How to Write Great Dialogue

Via Theatrefolk Weblog – a wonderful resource.

Character Specific
The first step to making your dialogue leap off the page is to focus on how your characters speak. You can enrich your dialogue by making it character-specific. Each character must have their own unique way of speaking. Be aware of the language they use, their background, their education, their occupation, their location, their age, their environment. All of these things lend to character-specific dialogue. This is particularly important to keep in mind when you have characters of a similar age and background (e.g. a group of friends, all of whom are the same gender.) What makes each character’s dialogue unique and specific?

In Their Element
Nothing tips an audience off faster to fake dialogue than characters who speak out of their element. A pompous brain surgeon has to sound like a pompous brain surgeon. A young New York rich socialite must sound at home on 5th avenue. Do characters speak out of their element? Sure, all the time. You can have a surfer dude who is also a doctor. But it must be purposeful and there must be a reason. As long as there’s a reason you can do anything! But when just starting out, strive to create characters who speak within their element. Follow the rules before you break them.
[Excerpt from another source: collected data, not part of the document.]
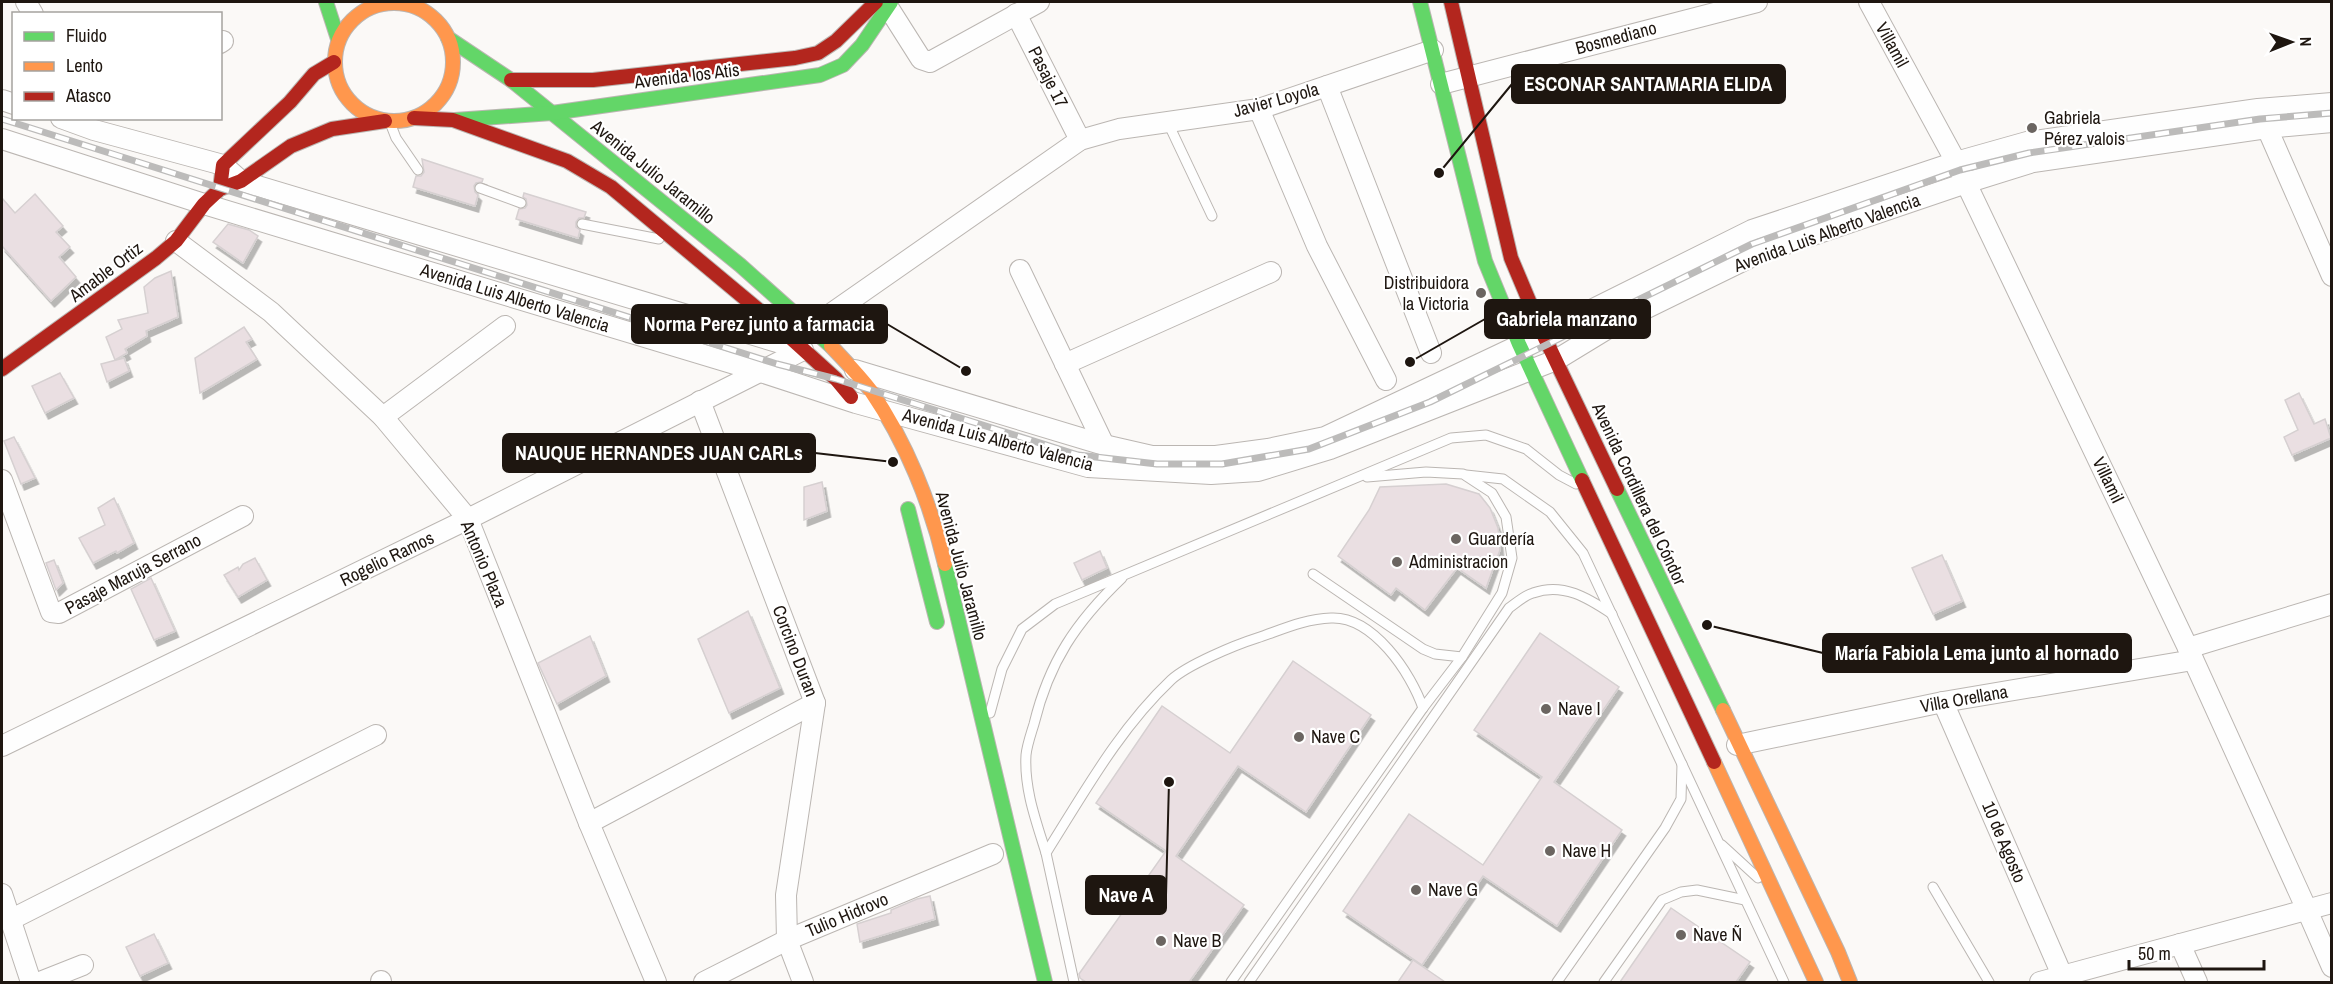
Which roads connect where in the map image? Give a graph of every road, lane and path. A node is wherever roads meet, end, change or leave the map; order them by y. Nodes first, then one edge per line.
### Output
1 (326, 2) edge
2 (1039, 2) edge
3 (1420, 2) edge
4 (1451, 2) edge
5 (1756, 2) edge
6 (1869, 2) edge
7 (412, 3) edge
8 (885, 3) edge
9 (1016, 15) junction
10 (448, 38) junction
11 (338, 39) junction
12 (1433, 50) junction
13 (334, 62) junction
14 (1469, 78) junction
15 (511, 80) junction
16 (1440, 84) junction
17 (1327, 86) junction
18 (2331, 103) edge
19 (1259, 109) junction
20 (2258, 109) junction
21 (552, 112) junction
22 (414, 118) junction
23 (71, 120) edge
24 (453, 120) junction
25 (387, 121) junction
26 (2331, 122) edge
27 (1168, 123) junction
28 (91, 124) edge
29 (2267, 128) junction
30 (2, 139) edge
31 (1080, 140) junction
32 (1956, 162) junction
33 (223, 165) junction
34 (418, 170) dead end
35 (241, 181) junction
36 (1966, 183) junction
37 (480, 188) dead end
38 (219, 189) junction
39 (521, 203) dead end
40 (204, 204) junction
41 (1212, 216) dead end
42 (582, 224) dead end
43 (176, 241) junction
44 (677, 242) junction
45 (1020, 270) dead end
46 (1271, 272) dead end
47 (2331, 276) edge
48 (506, 326) dead end
49 (812, 327) junction
50 (1543, 334) junction
51 (1519, 344) junction
52 (803, 350) junction
53 (1431, 353) dead end
54 (1556, 360) junction
55 (1065, 364) junction
56 (2, 369) edge
57 (853, 369) junction
58 (1532, 370) junction
59 (761, 372) junction
60 (1386, 380) dead end
61 (700, 401) junction
62 (867, 409) junction
63 (383, 417) junction
64 (1104, 445) junction
65 (1463, 474) junction
66 (1356, 478) junction
67 (2, 480) edge
68 (1587, 490) junction
69 (903, 495) dead end
70 (243, 516) dead end
71 (468, 519) junction
72 (1127, 573) junction
73 (1313, 574) dead end
74 (2331, 604) edge
75 (1614, 615) junction
76 (941, 640) dead end
77 (2190, 654) junction
78 (1462, 657) junction
79 (1944, 702) junction
80 (815, 703) junction
81 (1423, 708) junction
82 (984, 733) junction
83 (376, 735) dead end
84 (1737, 745) junction
85 (2, 746) edge
86 (1682, 762) junction
87 (589, 823) junction
88 (1719, 841) junction
89 (1046, 853) junction
90 (993, 854) dead end
91 (1933, 887) dead end
92 (2, 894) edge
93 (1775, 895) junction
94 (1745, 900) junction
95 (2331, 903) edge
96 (2307, 910) junction
97 (10, 920) junction
98 (787, 940) junction
99 (2180, 944) junction
100 (83, 965) dead end
101 (2331, 967) edge
102 (2063, 980) edge
103 (31, 982) edge
104 (40, 982) edge
105 (656, 982) edge
106 (704, 982) edge
107 (803, 982) edge
108 (1045, 982) edge
109 (1074, 982) edge
110 (1231, 982) edge
111 (1249, 982) edge
112 (1557, 982) edge
113 (1604, 982) edge
114 (1784, 982) edge
115 (1816, 982) edge
116 (1850, 982) edge
117 (1989, 982) edge
118 (2040, 982) edge
119 (2197, 982) edge

1 - 11 main road
2 - 9 street
3 - 12 main road
4 - 14 main road, Avenida Cordillera del Cóndor
5 - 14 street, Bosmediano
6 - 32 street, Villamil
7 - 10 main road
7 - 11 main road
8 - 9 street
8 - 15 main road, Avenida los Atis
8 - 21 main road, Avenida los Atis
9 - 31 street, Pasaje 17
10 - 15 main road, Avenida Julio Jaramillo
10 - 22 main road
11 - 13 main road
12 - 16 main road
12 - 17 street, Javier Loyola
13 - 25 main road
13 - 33 main road
14 - 16 street, Bosmediano
14 - 50 main road, Avenida Cordillera del Cóndor
15 - 21 main road, Avenida Julio Jaramillo
16 - 51 main road
17 - 19 street, Javier Loyola
17 - 53 street
18 - 20 street, Avenida Luis Alberto Valencia
19 - 27 street, Javier Loyola
19 - 60 street
20 - 29 street
20 - 32 street, Avenida Luis Alberto Valencia
21 - 24 main road, Avenida los Atis
21 - 49 main road, Avenida Julio Jaramillo
22 - 24 main road, Avenida Julio Jaramillo
22 - 25 main road
23 - 28 street, Avenida Luis Alberto Valencia
24 - 44 main road, Avenida Julio Jaramillo
25 - 34 lane
25 - 35 main road, Amable Ortiz
26 - 29 street, Avenida Luis Alberto Valencia
27 - 31 street, Javier Loyola
27 - 41 lane
28 - 33 street, Avenida Luis Alberto Valencia
29 - 36 street, Avenida Luis Alberto Valencia
29 - 47 street
30 - 40 street, Avenida Luis Alberto Valencia
31 - 49 street, Javier Loyola
32 - 36 street, Villamil
32 - 50 street, Avenida Luis Alberto Valencia
33 - 35 street, Avenida Luis Alberto Valencia
33 - 38 main road
35 - 38 main road, Amable Ortiz
35 - 52 street, Avenida Luis Alberto Valencia
36 - 54 street, Avenida Luis Alberto Valencia
36 - 77 street, Villamil
37 - 39 lane
38 - 40 main road, Amable Ortiz
40 - 43 main road, Amable Ortiz
40 - 59 street, Avenida Luis Alberto Valencia
42 - 44 lane
43 - 56 main road, Amable Ortiz
43 - 63 street, Antonio Plaza
44 - 52 main road, Avenida Julio Jaramillo
45 - 55 street
46 - 55 street
48 - 63 street
49 - 57 main road, Avenida Julio Jaramillo
50 - 51 street, Avenida Luis Alberto Valencia
50 - 54 main road, Avenida Cordillera del Cóndor
51 - 58 main road
51 - 64 street, Avenida Luis Alberto Valencia
52 - 57 street, Avenida Luis Alberto Valencia
52 - 59 street, Rogelio Ramos
52 - 62 main road, Avenida Julio Jaramillo
54 - 58 street, Avenida Luis Alberto Valencia
54 - 84 main road, Avenida Cordillera del Cóndor
55 - 64 street
57 - 62 main road, Avenida Julio Jaramillo
57 - 64 street, Avenida Luis Alberto Valencia
58 - 62 street, Avenida Luis Alberto Valencia
58 - 68 main road
59 - 61 street, Rogelio Ramos
59 - 62 street, Avenida Luis Alberto Valencia
61 - 71 street, Rogelio Ramos
61 - 80 street, Corcino Duran
62 - 82 main road, Avenida Julio Jaramillo
63 - 71 street, Antonio Plaza
65 - 66 lane
65 - 75 lane
65 - 78 lane
66 - 68 lane
66 - 72 lane
67 - 70 street, Pasaje Maruja Serrano
68 - 93 main road
69 - 76 main road, Avenida Julio Jaramillo
71 - 85 street, Rogelio Ramos
71 - 87 street, Antonio Plaza
72 - 82 lane
72 - 89 lane
73 - 78 lane
74 - 77 street, Villa Orellana
75 - 86 lane
75 - 111 lane
77 - 79 street, Villa Orellana
77 - 96 street, Villamil
78 - 81 lane
79 - 84 street, Villa Orellana
79 - 102 street, 10 de Agosto
80 - 87 street
80 - 98 street, Corcino Duran
81 - 89 lane
81 - 110 lane
82 - 108 main road, Avenida Julio Jaramillo
83 - 97 street
84 - 116 main road, Avenida Cordillera del Cóndor
86 - 88 lane
86 - 112 lane
87 - 105 street, Antonio Plaza
88 - 93 lane
88 - 94 lane
89 - 109 lane
90 - 98 street, Tulio Hidrovo
91 - 117 lane
92 - 97 street
93 - 115 main road
94 - 113 lane
94 - 114 lane
95 - 96 street
96 - 99 street
96 - 101 street, Villamil
97 - 103 street
98 - 106 street, Tulio Hidrovo
98 - 107 street, Corcino Duran
99 - 102 street
99 - 119 street
100 - 104 street
102 - 118 street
A: I had my first meeting with him yesterday. He was….different.

Take the above line of dialogue and re-write it so that it sounds like it comes from the following character types. Be very specific with each type. Use words that they would use. Use slang that they would use. Would they use contractions? Create the image of each character type through the way they would say the line.

•A fifteen-year-old cheerleader.
•A seventy-year-old cattle farmer.
•A five-year-old child.
•A twenty-year-old New York socialite.
•A forty-year-old math professor.
•A sixty-year-old pompous brain surgeon.

Three Dimensions
Writing character-specific dialogue is more than writing to certain types. You don’t want to fall into the trap of creating stereotypes. Audiences want to connect to the people they see on stage (whether to love them, hate them, laugh at them) and in order for that to happen, your characters have to be three-dimensional.

The best way to ensure multi-dimensional characters is to create character profiles for them. Fill the profiles with the small details about your characters: who are the members of their family, likes/dislikes, favourite foods, fears, secrets, memories. Human beings are made up of little things, a multitude of tiny details. Think about what’s important to you in the day-to-day. What you can’t live without. What you’d never eat. Give these elements to your characters and they will become real to you. And that’s when you can really get into writing specifically for them!

It’s especially important not to treat the character profile like a joke – if you’re writing a comedy it’s tempting to write a ‘funny’ character profile. This doesn’t help create dimension, it enforces a stereotype. Always strive to create a real human being.

You’re going to write a scene between two characters: A high status character and a low status character. Put them in a specific location. Before you write the scene, create the following profile for each. How does learning about the characters help to write the scene? How does the profile make the character’s dialogue specific?

•Who is in their immediate family?
•Where and how do they live?
•Where did this character live as a child? Does this character love or hate where they come from?
•What’s under their bed?What’s in their bedside table?
•What does this character fear?
•What does this character love to do more than anything else?
•What would this character’s dream job be?
•They have to make dinner for someone, what do they do?
• What’s in this character’s ipod right now? If they don’t have one, why not?
•Name their favourite movie.
•Who does this character respect?Who does this character hate?
•Describe their favourite memory.
•Describe their least favourite memory.